• _Task goal_
When you come to a picture, pass over it, and set down the entries below exactly.
————————
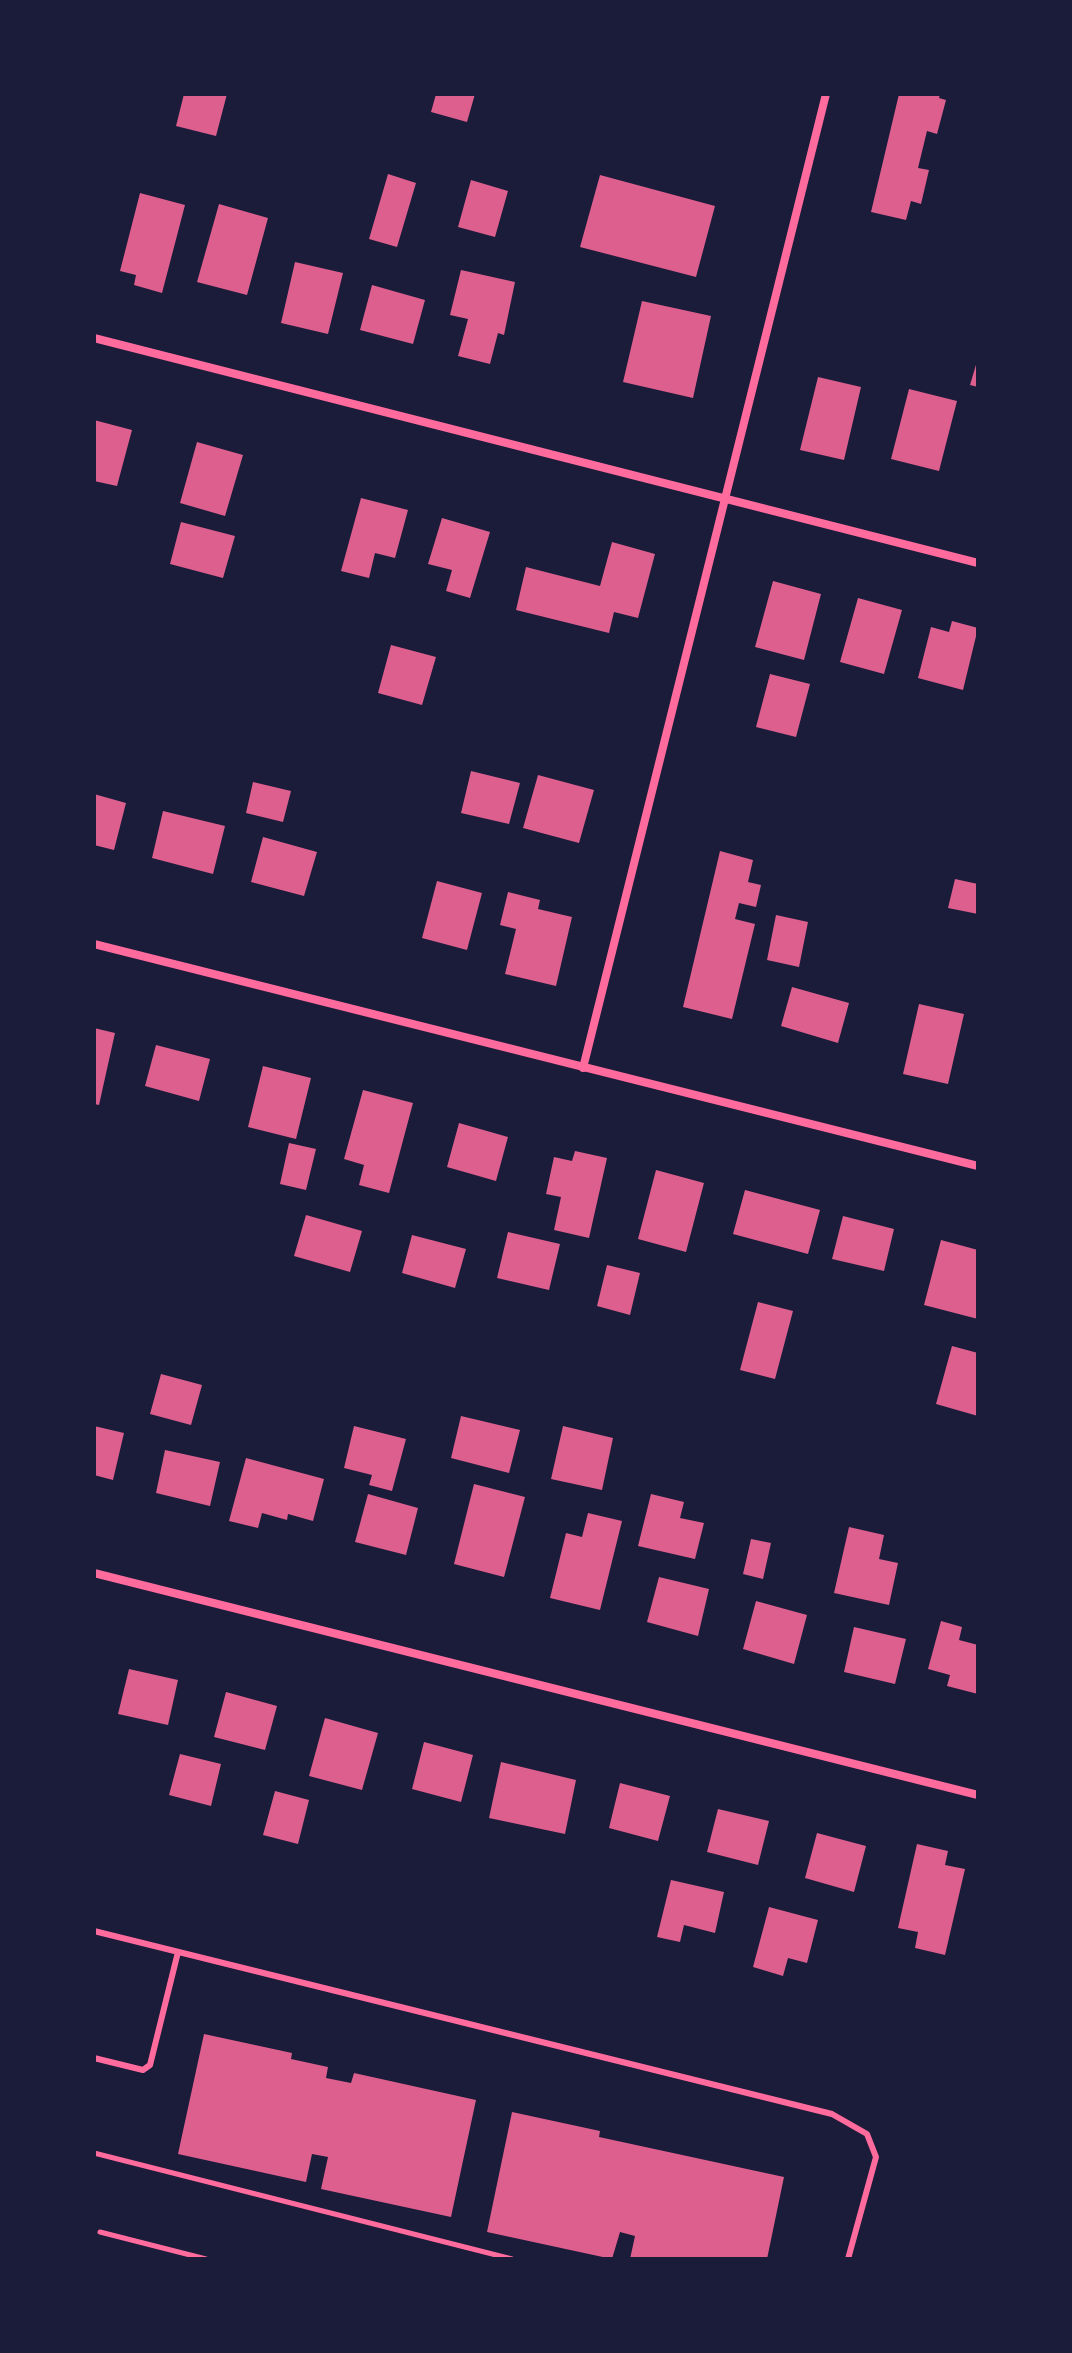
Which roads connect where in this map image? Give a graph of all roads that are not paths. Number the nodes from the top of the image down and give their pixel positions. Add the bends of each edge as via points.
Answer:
1 (826, 94) edge
2 (94, 338) edge
3 (725, 499) junction
4 (978, 563) edge
5 (94, 944) edge
6 (583, 1068) junction
7 (978, 1166) edge
8 (94, 1573) edge
9 (978, 1795) edge
10 (94, 1931) edge
11 (178, 1952) junction
12 (94, 2058) edge
13 (848, 2259) edge

1 - 3 street
2 - 3 street
3 - 4 street
3 - 6 street
5 - 6 street
6 - 7 street
8 - 9 street
10 - 11 lane
11 - 12 lane via 150,2065 143,2070
11 - 13 lane via 832,2114 867,2134 876,2157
————————
• _Reply to the task_
Which roads connect where in this map image? Give a graph of all roads that are not paths. Number the nodes from the top of the image down and give their pixel positions. Add the bends of each edge as via points.
Answer:
1 (826, 94) edge
2 (94, 338) edge
3 (725, 499) junction
4 (978, 563) edge
5 (94, 944) edge
6 (583, 1068) junction
7 (978, 1166) edge
8 (94, 1573) edge
9 (978, 1795) edge
10 (94, 1931) edge
11 (178, 1952) junction
12 (94, 2058) edge
13 (848, 2259) edge

1 - 3 street
2 - 3 street
3 - 4 street
3 - 6 street
5 - 6 street
6 - 7 street
8 - 9 street
10 - 11 lane
11 - 12 lane via 150,2065 143,2070
11 - 13 lane via 832,2114 867,2134 876,2157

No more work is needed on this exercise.